Be yourself; everyone else is already taken.” Oscar Wilde

It’s a challenging path to the truth of who I am. It’s peeling off the layers of the onion to get to the center. There’s often a fear that we’ll go so far we’ll find there’s nothing at the center. Fortunately, onions grow from the inside out and there’s always another layer to discover: new truth and understanding. But yes, being honest with myself means ripping off the layers that Ego has built with half-truths and lies and getting to my essence and accepting the ‘me’ that I discover. It’s not easy and it’s not something that happens overnight. Like many other parts of our program, it’s a process.

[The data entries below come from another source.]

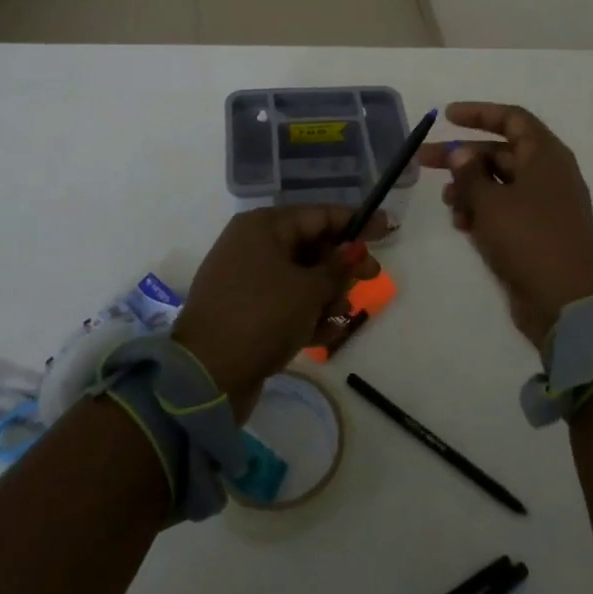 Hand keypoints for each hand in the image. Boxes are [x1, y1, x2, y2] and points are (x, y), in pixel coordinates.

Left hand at [170, 206, 383, 421]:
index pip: (318, 215)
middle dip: (341, 265)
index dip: (355, 222)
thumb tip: (355, 249)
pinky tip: (327, 334)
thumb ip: (337, 268)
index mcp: (263, 227)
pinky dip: (307, 316)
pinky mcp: (245, 314)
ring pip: (300, 278)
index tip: (387, 228)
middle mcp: (252, 246)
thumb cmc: (261, 317)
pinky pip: (286, 305)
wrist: (205, 379)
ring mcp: (246, 281)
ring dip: (327, 295)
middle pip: (310, 246)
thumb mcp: (307, 290)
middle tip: (373, 278)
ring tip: (341, 314)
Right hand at [420, 102, 592, 349]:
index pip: (512, 119)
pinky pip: (505, 211)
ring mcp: (544, 205)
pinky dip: (483, 212)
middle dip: (462, 156)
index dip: (479, 113)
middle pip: (500, 152)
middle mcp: (547, 174)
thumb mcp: (491, 202)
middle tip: (423, 160)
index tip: (446, 116)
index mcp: (545, 155)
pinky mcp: (537, 234)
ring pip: (499, 184)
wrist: (568, 302)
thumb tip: (461, 153)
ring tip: (447, 202)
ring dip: (470, 188)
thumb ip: (470, 173)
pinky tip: (462, 225)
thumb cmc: (529, 239) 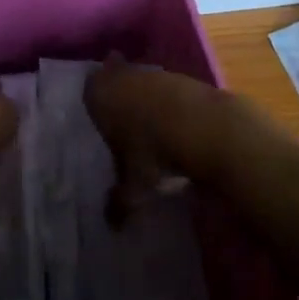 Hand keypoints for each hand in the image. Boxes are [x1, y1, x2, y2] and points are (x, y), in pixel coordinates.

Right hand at [84, 57, 220, 223]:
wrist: (209, 129)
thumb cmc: (156, 153)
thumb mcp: (134, 186)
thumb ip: (119, 202)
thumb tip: (112, 224)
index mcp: (103, 95)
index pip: (89, 89)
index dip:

But once there, I have a base, a foundation I can build upon.

“Pretty words are not always true, true words are not always pretty; and yet, they are still true.” Aiki Flinthart, The Yu Dragon

Being honest isn’t easy. It’s hard to face who I am and to know that it’s not the world, circumstances or others who brought me to my knees. I did that. I was the one who made those decisions that created the addict/alcoholic that I am. It wasn’t my parents, my partner, my job, where I live or my tragedies: I created the mess that landed with a thump at the door of a recovery program. That’s probably the most difficult truth anyone has to face. It’s the one that I must face if I am to recover.

I build my new life based upon truth, based on honesty. I can begin small by just not telling lies to myself and others. This goes beyond being ‘cash register honest’. Honesty and truth become deeply imbedded in this new character we are constructing. Self-inspection is essential to building this new life.  Even the best bricklayer uses a level to make sure that his work is plumb and follows a string line to make sure that it is straight as well.

“The longest journey is the journey inwards.” Dag Hammarskjöld

Once more I see how the program is simple, but not necessarily easy. It takes courage and willingness to dig deeply into my self and come up with an honest appraisal of who I am. Here again, the Serenity Prayer comes in: serenity, courage and wisdom. I ask for these in my quest for honesty and the discovery of self.